Back in the 1980’s I had a sail boat racing buddy who managed an office in Oklahoma City where we lived and over the period of a year I would call him to confirm plans for racing on the weekend, we both had boats and crewed for each other. My friend had a secretary who answered his phone and she had a very keen wicked sense of humor so we would trade quips and insults even though I had never met her, she was wicked funny.
Then one Friday afternoon I was in the area where his office was located and decided to drop in without calling ahead. As I entered his outer office I recognized her voice when she asked if she could help me and since she was wearing slacks and seemed to be in a good mood, I went around her desk, picked her up and turned her upside down because she was small and cute and yelled through the door to my buddy, “You’re right they all look the same upside down.” She recognized my voice and totally cracked up laughing and we became good friends and she was one of our favorite baby sitters who our kids who were young at the time.
I am thinking that almost 40 years later that kind of physical humor would not be acceptable and probably land a person in jail with civic law suits instead of laughter and friendship.
First, his “apology” was a non-apology. He said nothing specific about what he did wrong, he referenced all men, not himself, and then went to preach that it’s “not ok”. Bullshit. Based on what we’ve heard about every other (liberal) pervert in the news over the past 50 years, what he did was probably much much worse than what he supposedly apologized for. Otherwise, why quit like he did?
Second, hoisted by his own petard! Hold the bastards accountable to the same rules they lay down for us. He would have gladly impeached Trump for an off-hand comment made during an interview 20 years ago, so hold him to the same standard. Don’t let him quit – FIRE HIM! And denigrate his entire life’s work. Ruin his history, embarrass his family, destroy his pension, sue and wreck his wealth.
I hate the current culture just as much as anybody else, but screw that prick and all others like him.
rant over.
I’m sure he was fired, and that his walk-out was his way of telling the suits, “Fuck Off!”.
Reminds me of that sports announcer saying something like “The QB’s get the prettiest girls!” during that game a few years back when the cameras cut to the QB’s girlfriend in the stands, and the lefties lost their shit becuz “he creeped on her.”
But it died out pretty quickly when she was asked her response and she said something like “He said that he thinks I’m pretty. That’s a compliment, so to him I say ‘Thank you!'”
Every time I see someone bring up “grab them by the pussy” I remind them of the rest of the sentence. What Trump said was “groupies put out.”
He wasn’t fired for sexual comments. Proof? He’s been perving on women ON AIR for decades.

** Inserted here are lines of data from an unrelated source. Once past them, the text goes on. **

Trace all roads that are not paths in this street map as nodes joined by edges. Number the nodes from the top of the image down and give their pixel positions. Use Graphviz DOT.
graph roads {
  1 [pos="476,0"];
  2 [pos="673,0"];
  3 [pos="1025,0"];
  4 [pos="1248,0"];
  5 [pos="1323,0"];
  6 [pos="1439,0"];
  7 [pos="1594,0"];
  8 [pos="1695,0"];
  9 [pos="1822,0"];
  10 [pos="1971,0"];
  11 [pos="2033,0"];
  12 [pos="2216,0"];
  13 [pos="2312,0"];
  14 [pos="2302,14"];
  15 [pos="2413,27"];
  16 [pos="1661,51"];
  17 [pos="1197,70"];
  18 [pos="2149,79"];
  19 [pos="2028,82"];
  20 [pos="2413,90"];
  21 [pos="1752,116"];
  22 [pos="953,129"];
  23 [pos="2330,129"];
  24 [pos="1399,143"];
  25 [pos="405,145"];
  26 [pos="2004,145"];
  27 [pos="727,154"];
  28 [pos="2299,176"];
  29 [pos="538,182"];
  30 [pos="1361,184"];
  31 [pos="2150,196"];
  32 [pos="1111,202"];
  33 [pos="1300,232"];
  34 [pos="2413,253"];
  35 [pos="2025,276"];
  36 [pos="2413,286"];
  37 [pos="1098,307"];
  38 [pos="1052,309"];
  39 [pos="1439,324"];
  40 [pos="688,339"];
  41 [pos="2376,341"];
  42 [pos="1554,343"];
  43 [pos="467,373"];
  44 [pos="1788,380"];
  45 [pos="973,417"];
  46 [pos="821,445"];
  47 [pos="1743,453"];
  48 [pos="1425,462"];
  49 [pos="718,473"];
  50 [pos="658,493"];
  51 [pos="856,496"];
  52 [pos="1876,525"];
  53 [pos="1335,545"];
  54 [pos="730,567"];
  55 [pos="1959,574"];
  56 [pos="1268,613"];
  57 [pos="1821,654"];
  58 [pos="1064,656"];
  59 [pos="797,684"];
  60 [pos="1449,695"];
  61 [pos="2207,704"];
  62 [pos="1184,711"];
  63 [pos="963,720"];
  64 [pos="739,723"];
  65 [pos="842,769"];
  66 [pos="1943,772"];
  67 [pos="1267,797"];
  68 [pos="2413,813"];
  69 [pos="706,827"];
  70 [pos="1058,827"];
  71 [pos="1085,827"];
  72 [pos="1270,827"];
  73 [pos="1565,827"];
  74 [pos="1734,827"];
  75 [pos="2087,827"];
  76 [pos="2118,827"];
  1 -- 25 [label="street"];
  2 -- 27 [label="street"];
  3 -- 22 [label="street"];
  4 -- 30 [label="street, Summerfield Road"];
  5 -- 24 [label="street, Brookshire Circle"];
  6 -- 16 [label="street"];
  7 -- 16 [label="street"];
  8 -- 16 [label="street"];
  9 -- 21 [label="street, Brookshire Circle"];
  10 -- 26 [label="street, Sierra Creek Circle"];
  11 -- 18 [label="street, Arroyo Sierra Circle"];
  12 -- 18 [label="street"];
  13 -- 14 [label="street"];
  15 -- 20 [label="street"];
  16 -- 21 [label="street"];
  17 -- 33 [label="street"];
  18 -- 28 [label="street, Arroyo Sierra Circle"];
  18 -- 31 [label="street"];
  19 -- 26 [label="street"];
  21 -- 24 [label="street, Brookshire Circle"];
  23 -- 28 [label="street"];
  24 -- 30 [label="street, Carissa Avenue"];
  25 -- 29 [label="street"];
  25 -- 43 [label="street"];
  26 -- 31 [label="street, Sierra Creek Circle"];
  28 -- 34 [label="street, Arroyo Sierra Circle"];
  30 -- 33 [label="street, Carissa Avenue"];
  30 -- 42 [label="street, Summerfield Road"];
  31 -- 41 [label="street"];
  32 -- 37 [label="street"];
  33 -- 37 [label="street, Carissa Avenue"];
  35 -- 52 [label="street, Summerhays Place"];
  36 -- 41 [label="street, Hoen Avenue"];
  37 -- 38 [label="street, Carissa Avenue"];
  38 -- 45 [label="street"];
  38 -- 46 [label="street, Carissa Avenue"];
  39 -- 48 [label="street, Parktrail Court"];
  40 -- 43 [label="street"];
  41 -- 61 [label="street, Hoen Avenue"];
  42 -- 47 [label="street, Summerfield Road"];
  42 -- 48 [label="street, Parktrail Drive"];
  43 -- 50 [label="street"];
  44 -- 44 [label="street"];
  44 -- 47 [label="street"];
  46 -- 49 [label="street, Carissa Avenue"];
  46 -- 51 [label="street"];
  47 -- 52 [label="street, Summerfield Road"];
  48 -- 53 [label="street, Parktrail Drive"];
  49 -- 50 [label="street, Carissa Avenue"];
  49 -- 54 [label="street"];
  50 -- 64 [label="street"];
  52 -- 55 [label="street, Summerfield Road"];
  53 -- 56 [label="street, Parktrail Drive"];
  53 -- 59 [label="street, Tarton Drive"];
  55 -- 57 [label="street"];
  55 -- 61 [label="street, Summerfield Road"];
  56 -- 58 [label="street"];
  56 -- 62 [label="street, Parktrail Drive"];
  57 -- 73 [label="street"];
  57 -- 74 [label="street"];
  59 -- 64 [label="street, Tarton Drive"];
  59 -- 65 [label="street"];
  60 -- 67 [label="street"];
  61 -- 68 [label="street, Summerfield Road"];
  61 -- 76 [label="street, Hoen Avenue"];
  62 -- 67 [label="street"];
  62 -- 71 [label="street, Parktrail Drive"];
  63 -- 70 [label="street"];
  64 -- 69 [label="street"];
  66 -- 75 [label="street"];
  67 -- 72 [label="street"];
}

He was fired for offending the Bernie Bro Commies by pointing out that most Americans don’t want what they’re selling. The sex stuff was just the cover.
I always liked complimenting ladies’ appearance. Things got to the point at work and such that I’d tell them, “If I was a girl I’d wear a dress like that”. Got some strange looks, but many of them understood it as compliments.
Kim,
you forgot to end this with “Now get OFF my lawn!”